Renal pedicle injuries during minimally invasive partial nephrectomies Eur Urol Suppl 2016;15(3);eV50          

Print! Print!

Ozgor F., Ucpinar B., Ayranci A., Erbin A., Kandemir E., Berberoglu A.Y., Binbay M., Burak Ucpinar Haseki Training and Research Hospital, Dept. of Urology, Istanbul, Turkey INTRODUCTION & OBJECTIVES: Renal pedicle injury during laparoscopic and robotic partial nephrectomies is one of the most frightening situations, which may result with an unnecessary nephrectomy or conversion to open surgery. In the present video, management of renal vein and artery injuries during laparoscopic and robotic partial nephrectomies are demonstrated. MATERIAL & METHODS: Renal artery injury (Case 1; during laparoscopic partial nephrectomy) and renal vein injuries (Case 2 and 3; during laparoscopic partial nephrectomy, Case 4; during robotic partial nephrectomy) were occurred. In case 1, renal segmental artery was damaged in right kidney during dissection of segmental arteries. Defect at segmental artery was repaired with a 6/0 PDS. In case 2 and 3, renal vein in right kidney was damaged during pedicle dissection and putting a stich with 6/0 PDS controlled bleeding in Case 2. Applying pressure on the damaged part achieved hemostasis in Case 3 and no sutures were placed.  In case 4, renal vein in right kidney was damaged and again, putting a stich with 6/0 PDS controlled bleeding.
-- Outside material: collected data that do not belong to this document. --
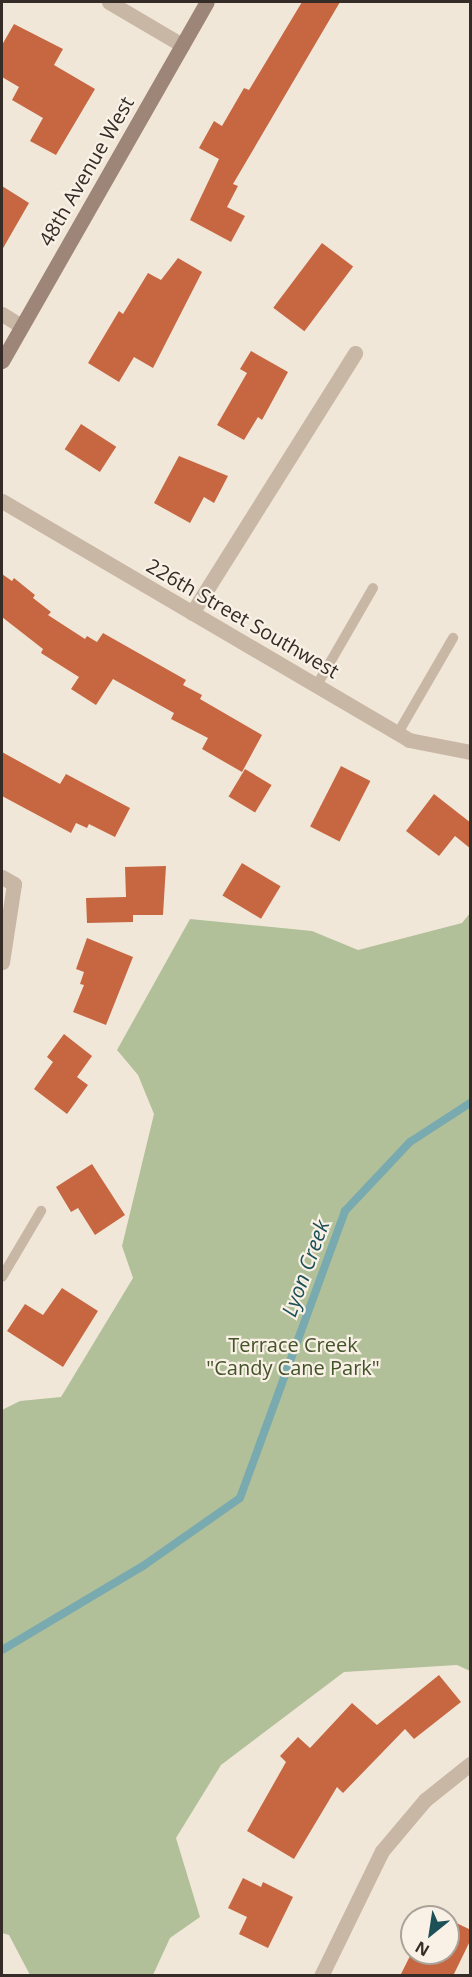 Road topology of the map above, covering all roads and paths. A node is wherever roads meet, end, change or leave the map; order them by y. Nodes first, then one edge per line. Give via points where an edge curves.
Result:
1 (109, 2) edge
2 (207, 2) edge
3 (182, 45) junction
4 (2, 314) edge
5 (21, 326) junction
6 (355, 353) dead end
7 (2, 361) edge
8 (2, 501) edge
9 (373, 588) dead end
10 (192, 613) junction
11 (453, 638) dead end
12 (317, 685) junction
13 (398, 733) junction
14 (471, 752) edge
15 (2, 877) edge
16 (2, 962) edge
17 (41, 1211) dead end
18 (2, 1277) edge
19 (471, 1764) edge
20 (321, 1976) edge

1 - 3 street
2 - 3 main road, 48th Avenue West
3 - 5 main road, 48th Avenue West
4 - 5 street
5 - 7 main road, 48th Avenue West
6 - 10 street
8 - 10 street, 226th Street Southwest
9 - 12 lane
10 - 12 street, 226th Street Southwest
11 - 13 lane
12 - 13 street, 226th Street Southwest
13 - 14 street, 226th Street Southwest via 409,740
15 - 16 street via 14,884
17 - 18 lane
19 - 20 street via 425,1800 382,1851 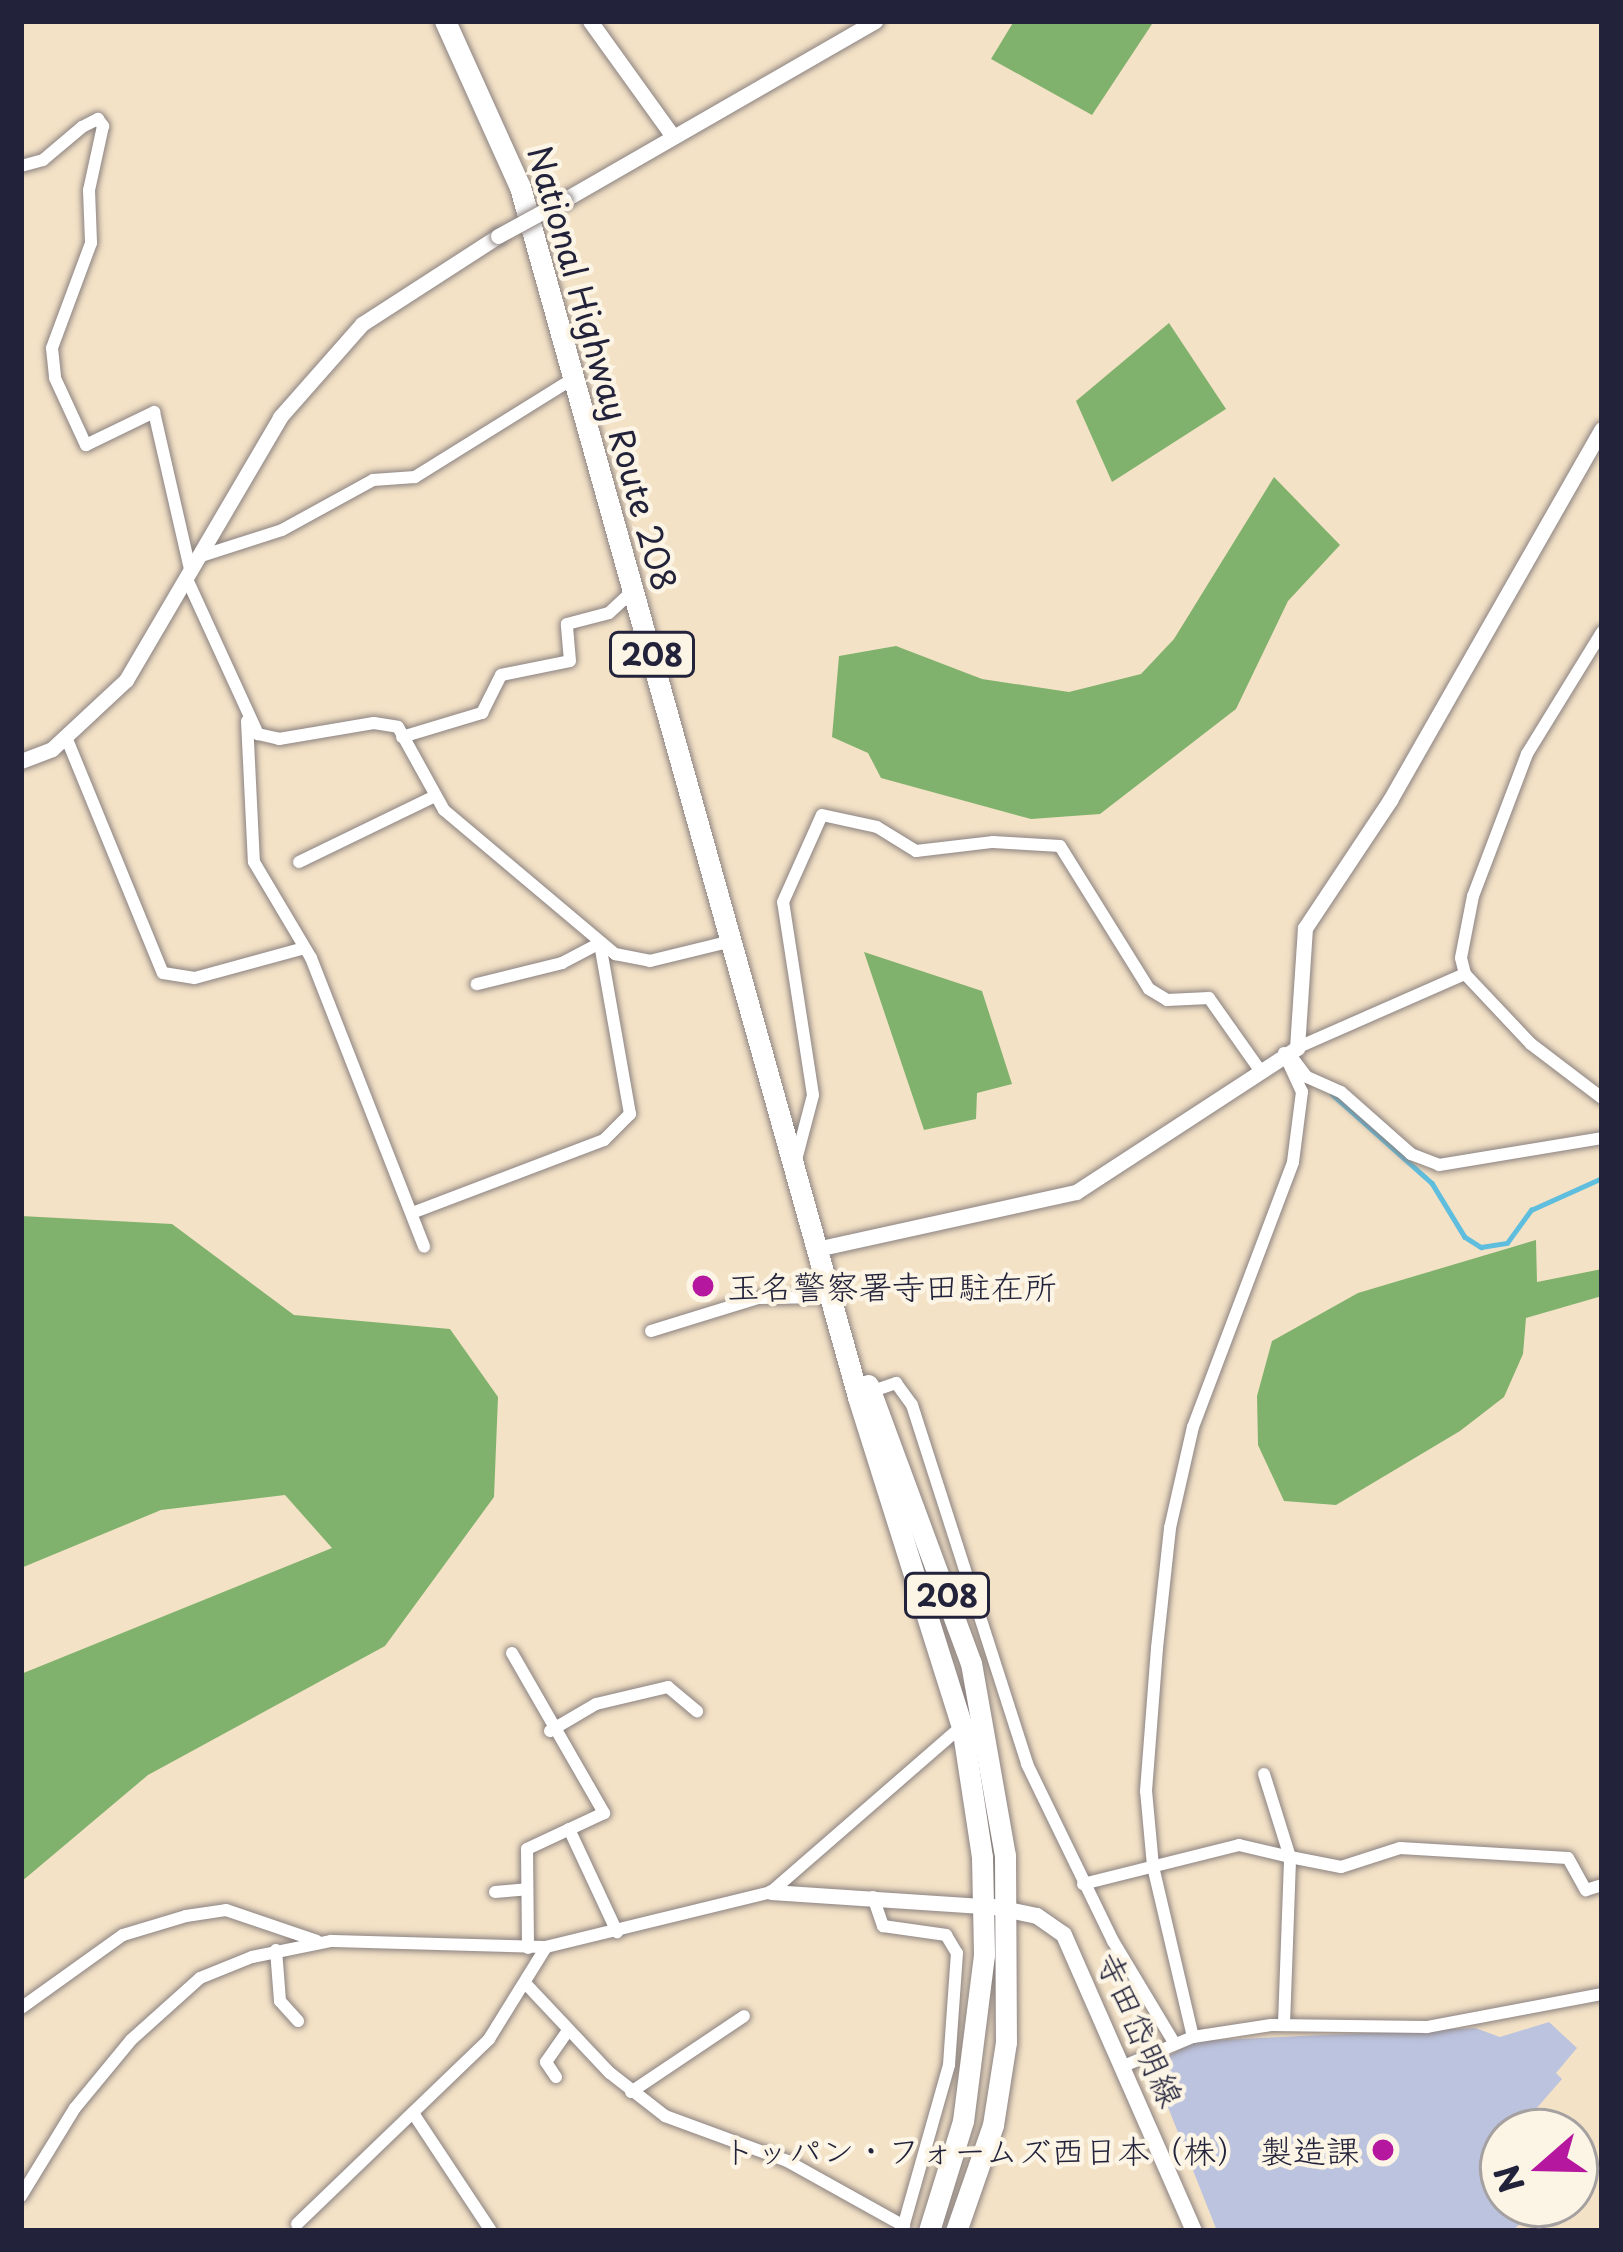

RESULTS: All cases neither converted to open surgery nor underwent total nephrectomy. The affect of pedicule injury on operation time was 12 minutes, 7 minutes, 20 minutes and 8 minutes for case 1, case 2, case 3 and case 4 subsequently. Blood loss occured from vessel injury was 200 cc, 150 cc, 250 cc and 150 cc in case 1, case 2, case 3 and case 4 subsequently. No complication was seen during postoperative period. CONCLUSIONS: Renal pedicle injuries during laparoscopic or robotic partial nephrectomis can be managed in hands of experienced surgeons, without converting to open surgery or performing an unnecessary nephrectomy.